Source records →
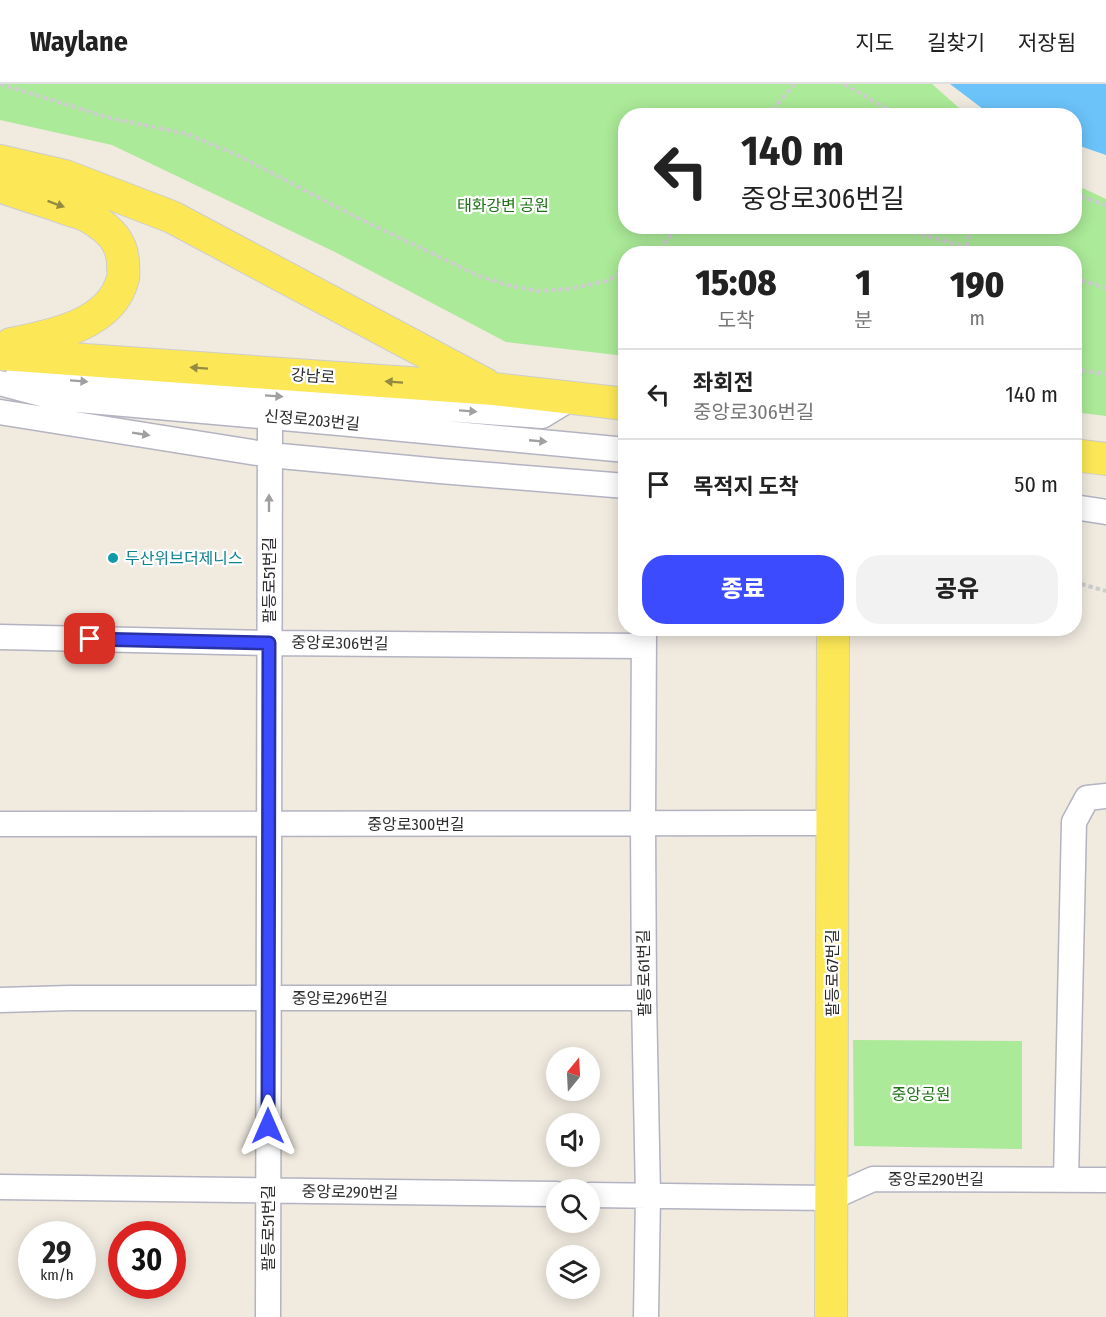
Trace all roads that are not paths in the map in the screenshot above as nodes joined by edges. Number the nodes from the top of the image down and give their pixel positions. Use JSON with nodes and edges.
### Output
{"nodes":[{"id":1,"x":0,"y":161,"type":"edge"},
{"id":2,"x":0,"y":186,"type":"edge"},
{"id":3,"x":0,"y":347,"type":"edge"},
{"id":4,"x":0,"y":354,"type":"edge"},
{"id":5,"x":0,"y":376,"type":"edge"},
{"id":6,"x":0,"y":382,"type":"edge"},
{"id":7,"x":494,"y":389,"type":"junction"},
{"id":8,"x":570,"y":399,"type":"junction"},
{"id":9,"x":618,"y":403,"type":"edge"},
{"id":10,"x":0,"y":412,"type":"edge"},
{"id":11,"x":270,"y":417,"type":"junction"},
{"id":12,"x":618,"y":449,"type":"edge"},
{"id":13,"x":270,"y":455,"type":"junction"},
{"id":14,"x":1082,"y":456,"type":"edge"},
{"id":15,"x":1106,"y":459,"type":"edge"},
{"id":16,"x":618,"y":485,"type":"edge"},
{"id":17,"x":1082,"y":508,"type":"edge"},
{"id":18,"x":1106,"y":512,"type":"edge"},
{"id":19,"x":834,"y":636,"type":"edge"},
{"id":20,"x":0,"y":637,"type":"edge"},
{"id":21,"x":644,"y":637,"type":"edge"},
{"id":22,"x":269,"y":643,"type":"junction"},
{"id":23,"x":1106,"y":796,"type":"edge"},
{"id":24,"x":643,"y":823,"type":"junction"},
{"id":25,"x":833,"y":823,"type":"junction"},
{"id":26,"x":0,"y":824,"type":"edge"},
{"id":27,"x":269,"y":824,"type":"junction"},
{"id":28,"x":268,"y":998,"type":"junction"},
{"id":29,"x":644,"y":998,"type":"junction"},
{"id":30,"x":0,"y":1000,"type":"edge"},
{"id":31,"x":1066,"y":1179,"type":"junction"},
{"id":32,"x":1106,"y":1179,"type":"edge"},
{"id":33,"x":0,"y":1187,"type":"edge"},
{"id":34,"x":268,"y":1191,"type":"junction"},
{"id":35,"x":546,"y":1194,"type":"edge"},
{"id":36,"x":600,"y":1195,"type":"edge"},
{"id":37,"x":648,"y":1196,"type":"junction"},
{"id":38,"x":831,"y":1198,"type":"junction"},
{"id":39,"x":268,"y":1317,"type":"edge"},
{"id":40,"x":646,"y":1317,"type":"edge"},
{"id":41,"x":831,"y":1317,"type":"edge"}],
"edges":[{"from":1,"to":7,"type":"main road"},
{"from":2,"to":3,"type":"main road","one_way":true},
{"from":7,"to":4,"type":"main road","name":"강남로","one_way":true},
{"from":5,"to":8,"type":"street","one_way":true},
{"from":6,"to":11,"type":"street","name":"신정로203번길"},
{"from":7,"to":8,"type":"main road","name":"강남로"},
{"from":8,"to":9,"type":"main road","name":"강남로"},
{"from":10,"to":13,"type":"street","one_way":true},
{"from":11,"to":12,"type":"street","name":"신정로203번길","one_way":true},
{"from":11,"to":13,"type":"street","name":"팔등로51번길"},
{"from":13,"to":16,"type":"street"},
{"from":22,"to":13,"type":"street","name":"팔등로51번길","one_way":true},
{"from":14,"to":15,"type":"main road"},
{"from":17,"to":18,"type":"street"},
{"from":19,"to":25,"type":"main road","name":"팔등로67번길"},
{"from":20,"to":22,"type":"street","name":"중앙로306번길"},
{"from":21,"to":22,"type":"street","name":"중앙로306번길"},
{"from":21,"to":24,"type":"street","name":"팔등로61번길"},
{"from":22,"to":27,"type":"street","name":"팔등로51번길"},
{"from":23,"to":31,"type":"street"},
{"from":24,"to":25,"type":"street","name":"중앙로300번길"},
{"from":24,"to":27,"type":"street","name":"중앙로300번길"},
{"from":24,"to":29,"type":"street","name":"팔등로61번길"},
{"from":25,"to":38,"type":"main road","name":"팔등로67번길"},
{"from":26,"to":27,"type":"street","name":"중앙로300번길"},
{"from":27,"to":28,"type":"street","name":"팔등로51번길"},
{"from":28,"to":29,"type":"street","name":"중앙로296번길"},
{"from":28,"to":30,"type":"street","name":"중앙로296번길"},
{"from":28,"to":34,"type":"street","name":"팔등로51번길"},
{"from":29,"to":37,"type":"street","name":"팔등로61번길"},
{"from":31,"to":32,"type":"street","name":"중앙로290번길"},
{"from":31,"to":38,"type":"street","name":"중앙로290번길"},
{"from":33,"to":34,"type":"street","name":"중앙로290번길"},
{"from":34,"to":35,"type":"street","name":"중앙로290번길"},
{"from":34,"to":39,"type":"street","name":"팔등로51번길"},
{"from":36,"to":37,"type":"street","name":"중앙로290번길"},
{"from":37,"to":38,"type":"street","name":"중앙로290번길"},
{"from":37,"to":40,"type":"street","name":"팔등로61번길"},
{"from":38,"to":41,"type":"main road","name":"팔등로67번길"}]}
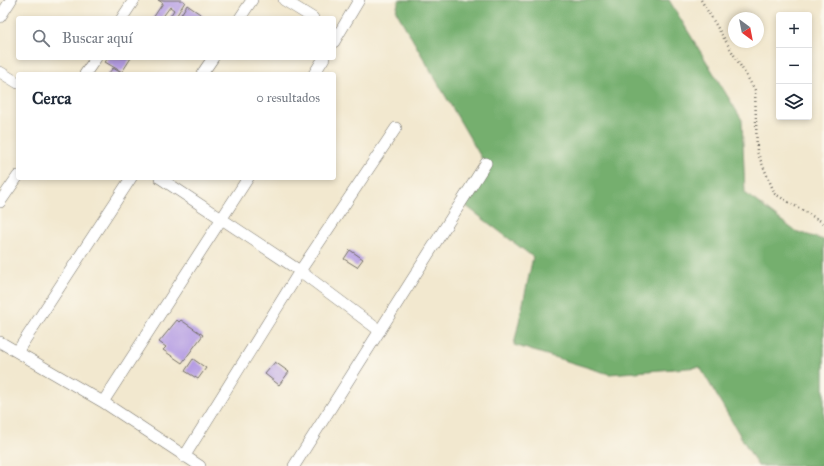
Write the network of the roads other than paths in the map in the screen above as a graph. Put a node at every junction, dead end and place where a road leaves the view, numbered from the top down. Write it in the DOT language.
graph roads {
  1 [pos="11,0"];
  2 [pos="134,0"];
  3 [pos="252,0"];
  4 [pos="284,0"];
  5 [pos="359,0"];
  6 [pos="123,16"];
  7 [pos="241,16"];
  8 [pos="310,16"];
  9 [pos="0,17"];
  10 [pos="336,36"];
  11 [pos="95,60"];
  12 [pos="211,60"];
  13 [pos="323,60"];
  14 [pos="0,72"];
  15 [pos="86,72"];
  16 [pos="203,72"];
  17 [pos="315,72"];
  18 [pos="16,83"];
  19 [pos="396,128"];
  20 [pos="486,163"];
  21 [pos="16,179"];
  22 [pos="130,180"];
  23 [pos="163,180"];
  24 [pos="247,180"];
  25 [pos="0,202"];
  26 [pos="222,219"];
  27 [pos="300,271"];
  28 [pos="380,331"];
  29 [pos="0,342"];
  30 [pos="17,352"];
  31 [pos="103,402"];
  32 [pos="184,456"];
  33 [pos="200,466"];
  34 [pos="294,466"];
  1 -- 9 [label="street"];
  2 -- 6 [label="street"];
  3 -- 7 [label="street"];
  4 -- 8 [label="street"];
  5 -- 10 [label="street"];
  11 -- 15 [label="street"];
  12 -- 16 [label="street"];
  13 -- 17 [label="street"];
  14 -- 18 [label="street"];
  19 -- 27 [label="street"];
  20 -- 28 [label="street"];
  21 -- 25 [label="street"];
  22 -- 30 [label="street"];
  23 -- 26 [label="street"];
  24 -- 26 [label="street"];
  26 -- 27 [label="street"];
  26 -- 31 [label="street"];
  27 -- 28 [label="street"];
  27 -- 32 [label="street"];
  28 -- 34 [label="street"];
  29 -- 30 [label="street"];
  30 -- 31 [label="street"];
  31 -- 32 [label="street"];
  32 -- 33 [label="street"];
}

WORK TO COMPLETE → Exactly as written, give every entry again, but not the pictures.

TASK SOLUTION →
Trace all roads that are not paths in the map in the screenshot above as nodes joined by edges. Number the nodes from the top of the image down and give their pixel positions. Use JSON with nodes and edges.
### Output
{"nodes":[{"id":1,"x":0,"y":161,"type":"edge"},
{"id":2,"x":0,"y":186,"type":"edge"},
{"id":3,"x":0,"y":347,"type":"edge"},
{"id":4,"x":0,"y":354,"type":"edge"},
{"id":5,"x":0,"y":376,"type":"edge"},
{"id":6,"x":0,"y":382,"type":"edge"},
{"id":7,"x":494,"y":389,"type":"junction"},
{"id":8,"x":570,"y":399,"type":"junction"},
{"id":9,"x":618,"y":403,"type":"edge"},
{"id":10,"x":0,"y":412,"type":"edge"},
{"id":11,"x":270,"y":417,"type":"junction"},
{"id":12,"x":618,"y":449,"type":"edge"},
{"id":13,"x":270,"y":455,"type":"junction"},
{"id":14,"x":1082,"y":456,"type":"edge"},
{"id":15,"x":1106,"y":459,"type":"edge"},
{"id":16,"x":618,"y":485,"type":"edge"},
{"id":17,"x":1082,"y":508,"type":"edge"},
{"id":18,"x":1106,"y":512,"type":"edge"},
{"id":19,"x":834,"y":636,"type":"edge"},
{"id":20,"x":0,"y":637,"type":"edge"},
{"id":21,"x":644,"y":637,"type":"edge"},
{"id":22,"x":269,"y":643,"type":"junction"},
{"id":23,"x":1106,"y":796,"type":"edge"},
{"id":24,"x":643,"y":823,"type":"junction"},
{"id":25,"x":833,"y":823,"type":"junction"},
{"id":26,"x":0,"y":824,"type":"edge"},
{"id":27,"x":269,"y":824,"type":"junction"},
{"id":28,"x":268,"y":998,"type":"junction"},
{"id":29,"x":644,"y":998,"type":"junction"},
{"id":30,"x":0,"y":1000,"type":"edge"},
{"id":31,"x":1066,"y":1179,"type":"junction"},
{"id":32,"x":1106,"y":1179,"type":"edge"},
{"id":33,"x":0,"y":1187,"type":"edge"},
{"id":34,"x":268,"y":1191,"type":"junction"},
{"id":35,"x":546,"y":1194,"type":"edge"},
{"id":36,"x":600,"y":1195,"type":"edge"},
{"id":37,"x":648,"y":1196,"type":"junction"},
{"id":38,"x":831,"y":1198,"type":"junction"},
{"id":39,"x":268,"y":1317,"type":"edge"},
{"id":40,"x":646,"y":1317,"type":"edge"},
{"id":41,"x":831,"y":1317,"type":"edge"}],
"edges":[{"from":1,"to":7,"type":"main road"},
{"from":2,"to":3,"type":"main road","one_way":true},
{"from":7,"to":4,"type":"main road","name":"강남로","one_way":true},
{"from":5,"to":8,"type":"street","one_way":true},
{"from":6,"to":11,"type":"street","name":"신정로203번길"},
{"from":7,"to":8,"type":"main road","name":"강남로"},
{"from":8,"to":9,"type":"main road","name":"강남로"},
{"from":10,"to":13,"type":"street","one_way":true},
{"from":11,"to":12,"type":"street","name":"신정로203번길","one_way":true},
{"from":11,"to":13,"type":"street","name":"팔등로51번길"},
{"from":13,"to":16,"type":"street"},
{"from":22,"to":13,"type":"street","name":"팔등로51번길","one_way":true},
{"from":14,"to":15,"type":"main road"},
{"from":17,"to":18,"type":"street"},
{"from":19,"to":25,"type":"main road","name":"팔등로67번길"},
{"from":20,"to":22,"type":"street","name":"중앙로306번길"},
{"from":21,"to":22,"type":"street","name":"중앙로306번길"},
{"from":21,"to":24,"type":"street","name":"팔등로61번길"},
{"from":22,"to":27,"type":"street","name":"팔등로51번길"},
{"from":23,"to":31,"type":"street"},
{"from":24,"to":25,"type":"street","name":"중앙로300번길"},
{"from":24,"to":27,"type":"street","name":"중앙로300번길"},
{"from":24,"to":29,"type":"street","name":"팔등로61번길"},
{"from":25,"to":38,"type":"main road","name":"팔등로67번길"},
{"from":26,"to":27,"type":"street","name":"중앙로300번길"},
{"from":27,"to":28,"type":"street","name":"팔등로51번길"},
{"from":28,"to":29,"type":"street","name":"중앙로296번길"},
{"from":28,"to":30,"type":"street","name":"중앙로296번길"},
{"from":28,"to":34,"type":"street","name":"팔등로51번길"},
{"from":29,"to":37,"type":"street","name":"팔등로61번길"},
{"from":31,"to":32,"type":"street","name":"중앙로290번길"},
{"from":31,"to":38,"type":"street","name":"중앙로290번길"},
{"from":33,"to":34,"type":"street","name":"중앙로290번길"},
{"from":34,"to":35,"type":"street","name":"중앙로290번길"},
{"from":34,"to":39,"type":"street","name":"팔등로51번길"},
{"from":36,"to":37,"type":"street","name":"중앙로290번길"},
{"from":37,"to":38,"type":"street","name":"중앙로290번길"},
{"from":37,"to":40,"type":"street","name":"팔등로61번길"},
{"from":38,"to":41,"type":"main road","name":"팔등로67번길"}]}
Write the network of the roads other than paths in the map in the screen above as a graph. Put a node at every junction, dead end and place where a road leaves the view, numbered from the top down. Write it in the DOT language.
graph roads {
  1 [pos="11,0"];
  2 [pos="134,0"];
  3 [pos="252,0"];
  4 [pos="284,0"];
  5 [pos="359,0"];
  6 [pos="123,16"];
  7 [pos="241,16"];
  8 [pos="310,16"];
  9 [pos="0,17"];
  10 [pos="336,36"];
  11 [pos="95,60"];
  12 [pos="211,60"];
  13 [pos="323,60"];
  14 [pos="0,72"];
  15 [pos="86,72"];
  16 [pos="203,72"];
  17 [pos="315,72"];
  18 [pos="16,83"];
  19 [pos="396,128"];
  20 [pos="486,163"];
  21 [pos="16,179"];
  22 [pos="130,180"];
  23 [pos="163,180"];
  24 [pos="247,180"];
  25 [pos="0,202"];
  26 [pos="222,219"];
  27 [pos="300,271"];
  28 [pos="380,331"];
  29 [pos="0,342"];
  30 [pos="17,352"];
  31 [pos="103,402"];
  32 [pos="184,456"];
  33 [pos="200,466"];
  34 [pos="294,466"];
  1 -- 9 [label="street"];
  2 -- 6 [label="street"];
  3 -- 7 [label="street"];
  4 -- 8 [label="street"];
  5 -- 10 [label="street"];
  11 -- 15 [label="street"];
  12 -- 16 [label="street"];
  13 -- 17 [label="street"];
  14 -- 18 [label="street"];
  19 -- 27 [label="street"];
  20 -- 28 [label="street"];
  21 -- 25 [label="street"];
  22 -- 30 [label="street"];
  23 -- 26 [label="street"];
  24 -- 26 [label="street"];
  26 -- 27 [label="street"];
  26 -- 31 [label="street"];
  27 -- 28 [label="street"];
  27 -- 32 [label="street"];
  28 -- 34 [label="street"];
  29 -- 30 [label="street"];
  30 -- 31 [label="street"];
  31 -- 32 [label="street"];
  32 -- 33 [label="street"];
}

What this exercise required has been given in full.